> [What this task involves]
Below are entries; work out how many of their lines include the string "hand", and reply with the number only.

> [Task input]
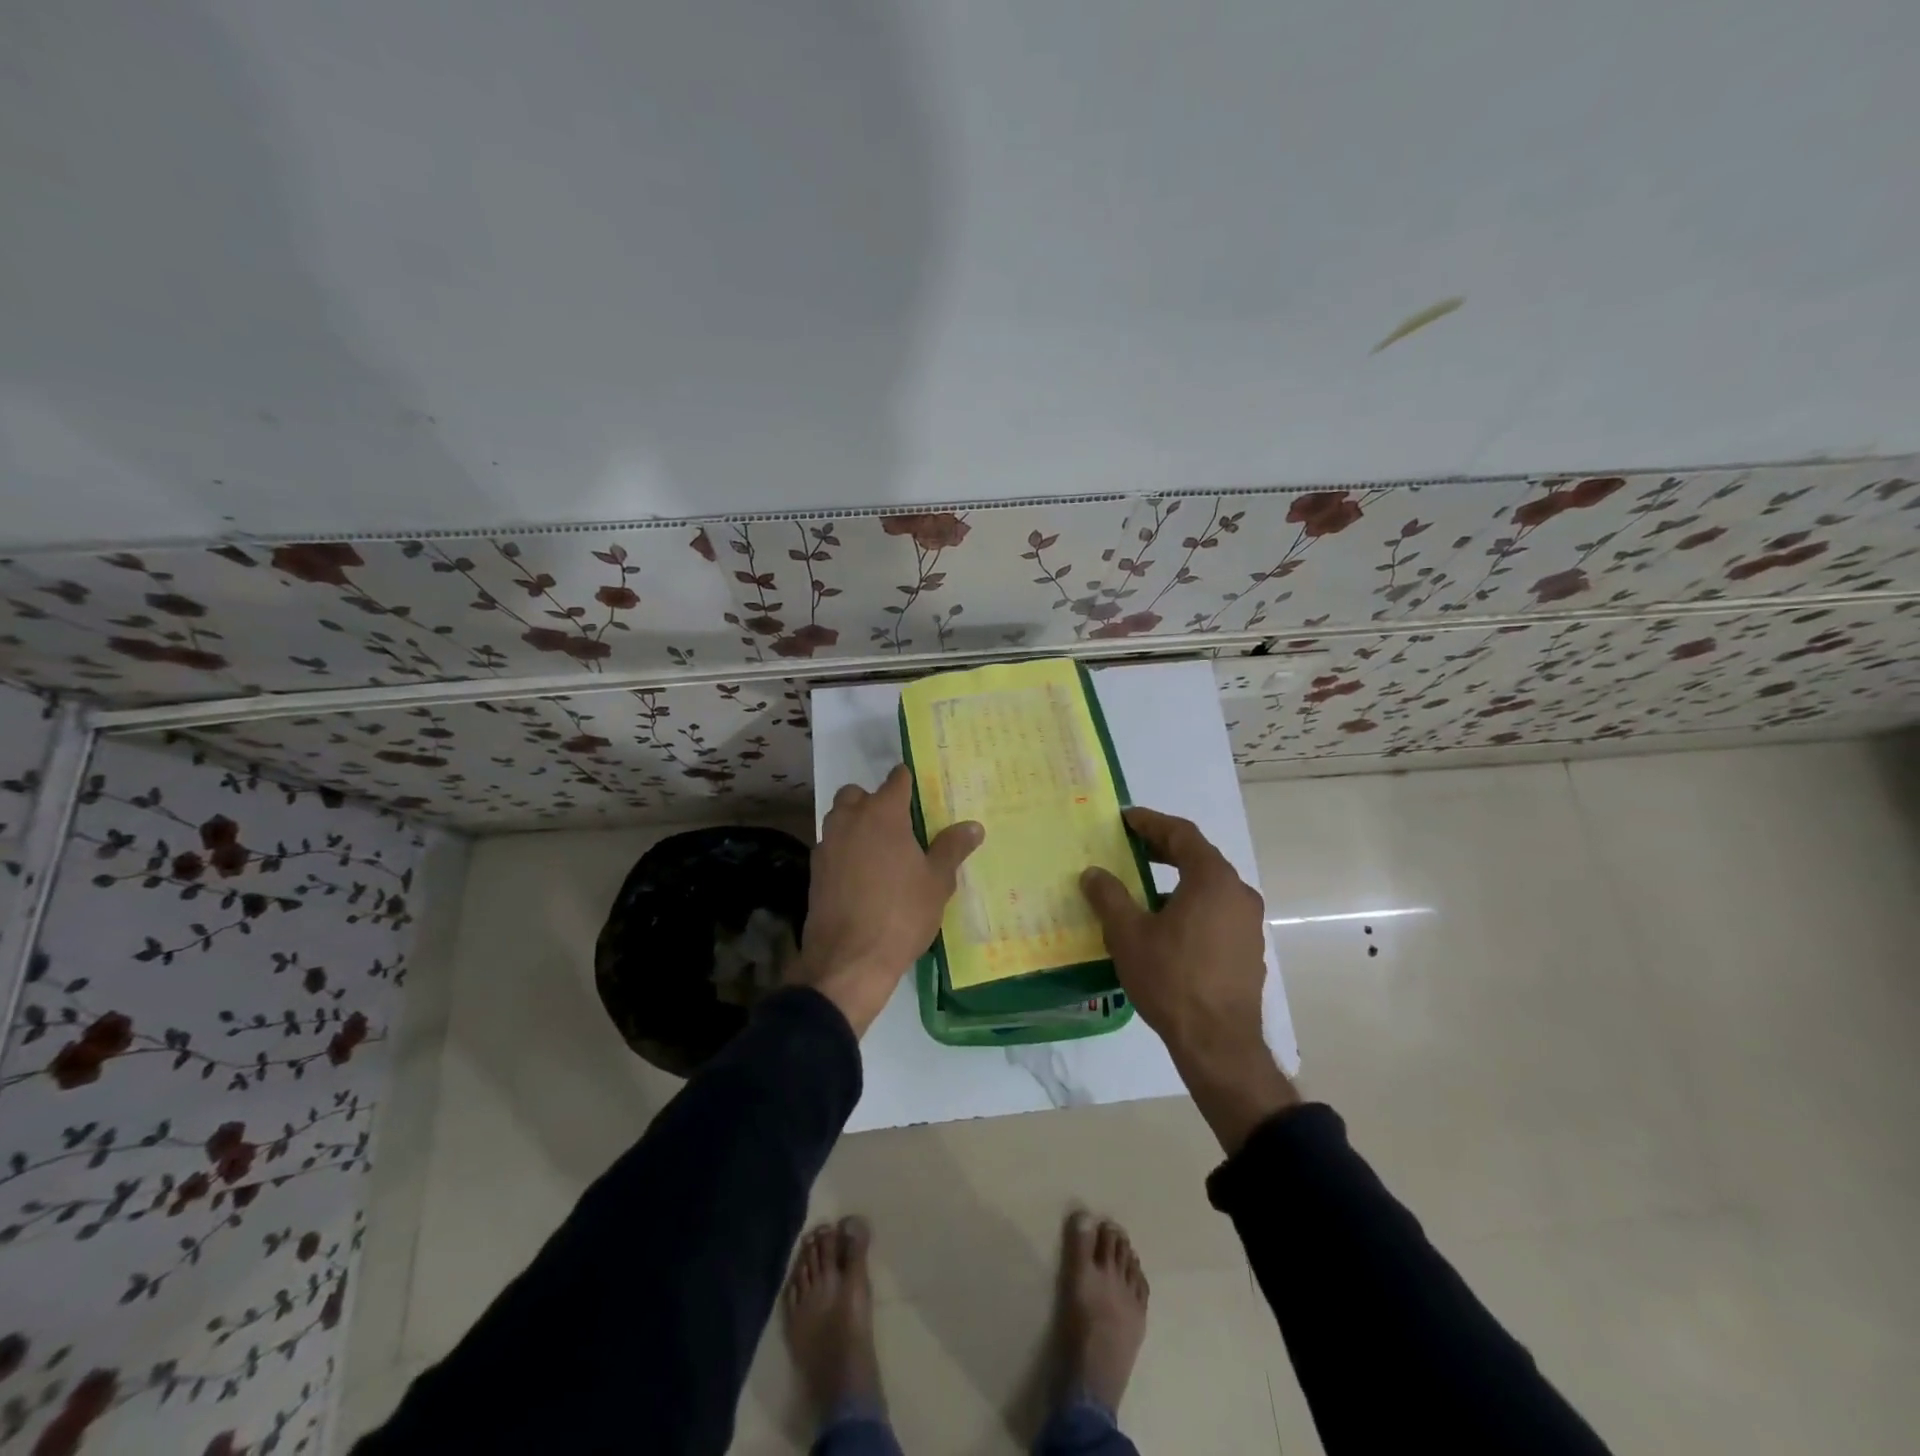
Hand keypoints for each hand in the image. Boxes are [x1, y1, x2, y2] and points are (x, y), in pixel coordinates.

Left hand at [795, 764, 983, 1036]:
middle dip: (874, 801)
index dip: (908, 781)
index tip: (919, 790)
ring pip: (840, 819)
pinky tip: (861, 877)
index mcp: (883, 814)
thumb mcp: (937, 882)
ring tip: (881, 851)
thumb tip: (973, 826)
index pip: (896, 780)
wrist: (849, 960)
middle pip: (858, 794)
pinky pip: (832, 847)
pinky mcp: (815, 871)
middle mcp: (850, 820)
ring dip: (856, 824)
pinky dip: (845, 851)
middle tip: (898, 825)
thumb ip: (952, 848)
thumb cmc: (901, 914)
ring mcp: (827, 845)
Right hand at [1080, 807, 1297, 1151]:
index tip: (1125, 818)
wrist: (1218, 1044)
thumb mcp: (1128, 934)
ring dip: (1177, 878)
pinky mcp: (1248, 950)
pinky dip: (1191, 904)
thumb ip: (1109, 896)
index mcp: (1212, 879)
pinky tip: (1166, 924)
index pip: (1182, 834)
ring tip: (1143, 886)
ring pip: (1209, 886)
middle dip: (1163, 848)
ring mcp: (1248, 923)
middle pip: (1199, 857)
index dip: (1150, 822)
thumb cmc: (1172, 979)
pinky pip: (1216, 911)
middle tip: (1130, 847)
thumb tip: (1093, 873)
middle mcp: (1238, 893)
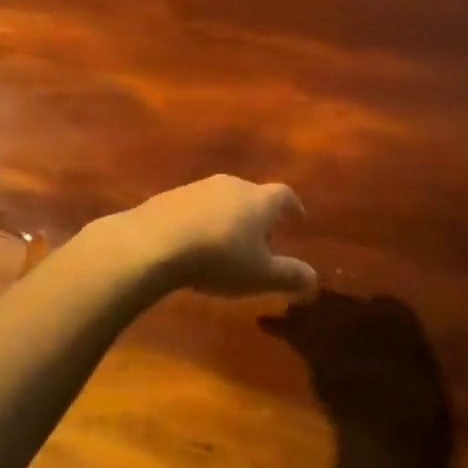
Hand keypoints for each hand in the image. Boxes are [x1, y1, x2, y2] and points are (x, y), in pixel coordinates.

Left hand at [109, 176, 317, 297]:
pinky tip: (194, 243)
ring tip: (227, 241)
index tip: (298, 219)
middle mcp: (232, 185)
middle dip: (260, 214)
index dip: (293, 207)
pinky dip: (202, 221)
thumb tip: (316, 281)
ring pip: (223, 199)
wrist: (152, 243)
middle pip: (253, 194)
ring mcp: (198, 188)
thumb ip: (290, 276)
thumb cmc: (218, 258)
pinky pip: (195, 207)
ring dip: (229, 216)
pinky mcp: (169, 197)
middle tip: (263, 235)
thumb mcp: (260, 275)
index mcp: (260, 200)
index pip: (285, 195)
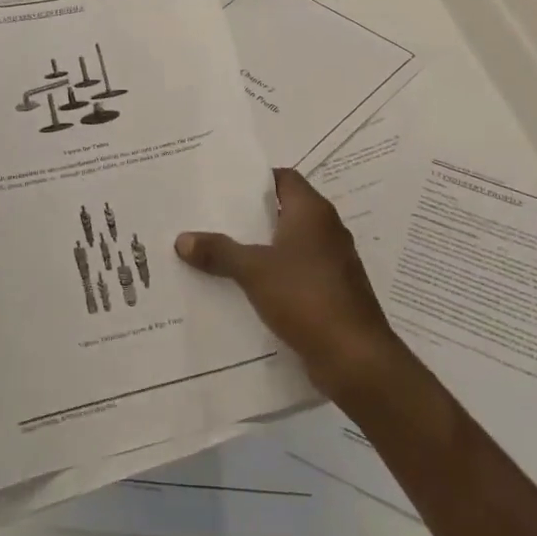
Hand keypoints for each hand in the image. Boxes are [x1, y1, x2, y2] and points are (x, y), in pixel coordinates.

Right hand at [177, 168, 410, 409]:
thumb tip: (181, 239)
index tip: (224, 187)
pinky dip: (274, 275)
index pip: (284, 178)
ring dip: (261, 248)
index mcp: (313, 212)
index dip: (256, 179)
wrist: (355, 358)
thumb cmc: (306, 297)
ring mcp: (333, 263)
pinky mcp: (333, 293)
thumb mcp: (253, 271)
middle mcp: (327, 230)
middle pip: (285, 211)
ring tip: (220, 251)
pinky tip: (245, 287)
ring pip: (290, 245)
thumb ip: (219, 251)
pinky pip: (297, 274)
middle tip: (212, 217)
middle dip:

> [Exercise result]
7